(Saved entries)

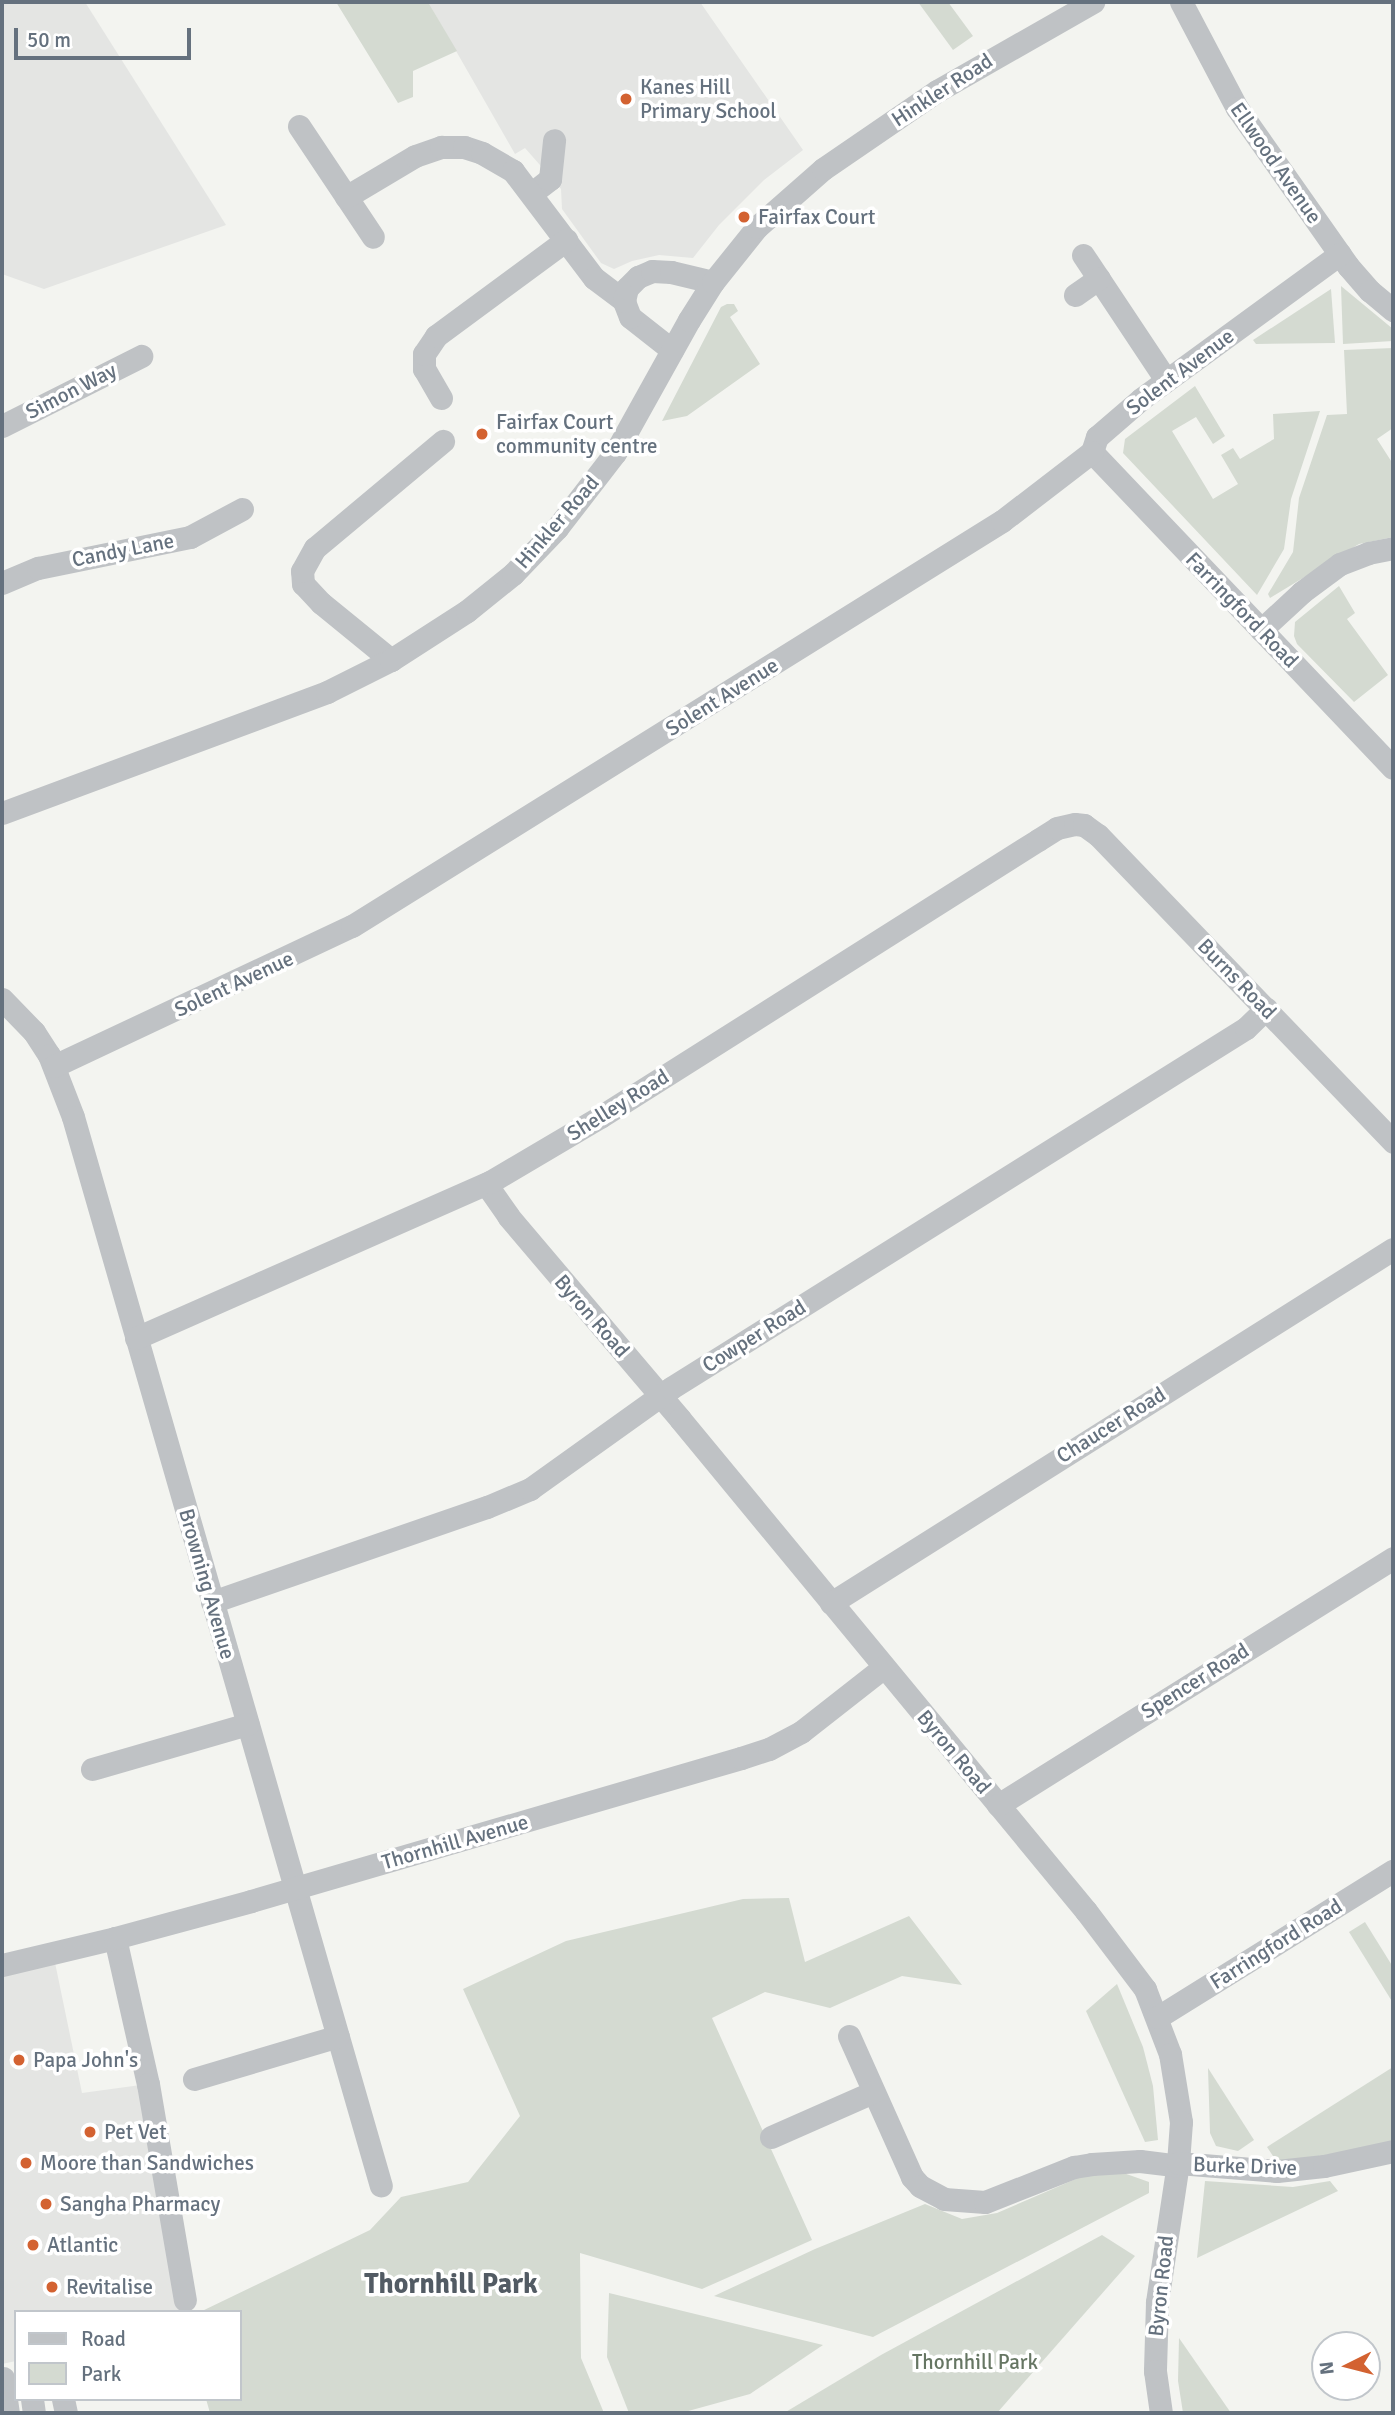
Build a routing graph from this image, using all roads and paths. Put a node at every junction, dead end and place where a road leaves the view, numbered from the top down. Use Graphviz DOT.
graph roads {
  1 [pos="1093,2"];
  2 [pos="1181,2"];
  3 [pos="299,126"];
  4 [pos="554,140"];
  5 [pos="532,193"];
  6 [pos="346,197"];
  7 [pos="373,237"];
  8 [pos="566,240"];
  9 [pos="1340,254"];
  10 [pos="1083,255"];
  11 [pos="1099,278"];
  12 [pos="713,282"];
  13 [pos="1075,295"];
  14 [pos="624,301"];
  15 [pos="1393,310"];
  16 [pos="672,350"];
  17 [pos="141,356"];
  18 [pos="1166,380"];
  19 [pos="441,398"];
  20 [pos="2,426"];
  21 [pos="443,441"];
  22 [pos="1092,452"];
  23 [pos="242,509"];
  24 [pos="1393,548"];
  25 [pos="2,583"];
  26 [pos="1261,630"];
  27 [pos="391,660"];
  28 [pos="1393,768"];
  29 [pos="2,813"];
  30 [pos="1075,824"];
  31 [pos="2,999"];
  32 [pos="1266,1009"];
  33 [pos="54,1066"];
  34 [pos="1393,1142"];
  35 [pos="486,1184"];
  36 [pos="1393,1249"];
  37 [pos="136,1338"];
  38 [pos="660,1396"];
  39 [pos="1393,1558"];
  40 [pos="212,1602"];
  41 [pos="831,1603"];
  42 [pos="884,1667"];
  43 [pos="248,1724"];
  44 [pos="92,1769"];
  45 [pos="998,1805"];
  46 [pos="1393,1871"];
  47 [pos="295,1888"];
  48 [pos="116,1938"];
  49 [pos="2,1965"];
  50 [pos="1158,2017"];
  51 [pos="338,2036"];
  52 [pos="849,2036"];
  53 [pos="194,2079"];
  54 [pos="873,2092"];
  55 [pos="771,2137"];
  56 [pos="1393,2151"];
  57 [pos="1178,2164"];
  58 [pos="381,2186"];
  59 [pos="185,2300"];
  60 [pos="7,2378"];
  61 [pos="8,2413"];
  62 [pos="1161,2413"];
  1 -- 12 [label="street, Hinkler Road"];
  2 -- 9 [label="street, Ellwood Avenue"];
  3 -- 6 [label="street"];
  4 -- 5 [label="street"];
  5 -- 6 [label="street"];
  5 -- 8 [label="street"];
  6 -- 7 [label="street"];
  8 -- 14 [label="street"];
  8 -- 19 [label="street"];
  9 -- 15 [label="street, Ellwood Avenue"];
  9 -- 18 [label="street, Solent Avenue"];
  10 -- 11 [label="street"];
  11 -- 13 [label="street"];
  11 -- 18 [label="street"];
  12 -- 14 [label="street"];
  12 -- 16 [label="street, Hinkler Road"];
  14 -- 16 [label="street"];
  16 -- 27 [label="street, Hinkler Road"];
  17 -- 20 [label="street, Simon Way"];
  18 -- 22 [label="street, Solent Avenue"];
  21 -- 27 [label="street"];
  22 -- 26 [label="street, Farringford Road"];
  22 -- 33 [label="street, Solent Avenue"];
  23 -- 25 [label="street, Candy Lane"];
  24 -- 26 [label="street"];
  26 -- 28 [label="street, Farringford Road"];
  27 -- 29 [label="street, Hinkler Road"];
  30 -- 32 [label="street, Burns Road"];
  30 -- 35 [label="street, Shelley Road"];
  31 -- 33 [label="street, Browning Avenue"];
  32 -- 34 [label="street, Burns Road"];
  32 -- 38 [label="street, Cowper Road"];
  33 -- 37 [label="street, Browning Avenue"];
  35 -- 37 [label="street, Shelley Road"];
  35 -- 38 [label="street, Byron Road"];
  36 -- 41 [label="street, Chaucer Road"];
  37 -- 40 [label="street, Browning Avenue"];
  38 -- 40 [label="street, Cowper Road"];
  38 -- 41 [label="street, Byron Road"];
  39 -- 45 [label="street, Spencer Road"];
  40 -- 43 [label="street, Browning Avenue"];
  41 -- 42 [label="street, Byron Road"];
  42 -- 45 [label="street, Byron Road"];
  42 -- 47 [label="street, Thornhill Avenue"];
  43 -- 44 [label="street"];
  43 -- 47 [label="street, Browning Avenue"];
  45 -- 50 [label="street, Byron Road"];
  46 -- 50 [label="street, Farringford Road"];
  47 -- 48 [label="street, Thornhill Avenue"];
  47 -- 51 [label="street, Browning Avenue"];
  48 -- 49 [label="street, Thornhill Avenue"];
  48 -- 59 [label="street"];
  50 -- 57 [label="street, Byron Road"];
  51 -- 53 [label="street"];
  51 -- 58 [label="street, Browning Avenue"];
  52 -- 54 [label="street, Burke Drive"];
  54 -- 55 [label="street"];
  54 -- 57 [label="street, Burke Drive"];
  56 -- 57 [label="street, Burke Drive"];
  57 -- 62 [label="street, Byron Road"];
  60 -- 61 [label="street"];
}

#### Problem details
Count the lines of the data that contain the word "Thornhill", and give only that number.

#### Solution for this problem
3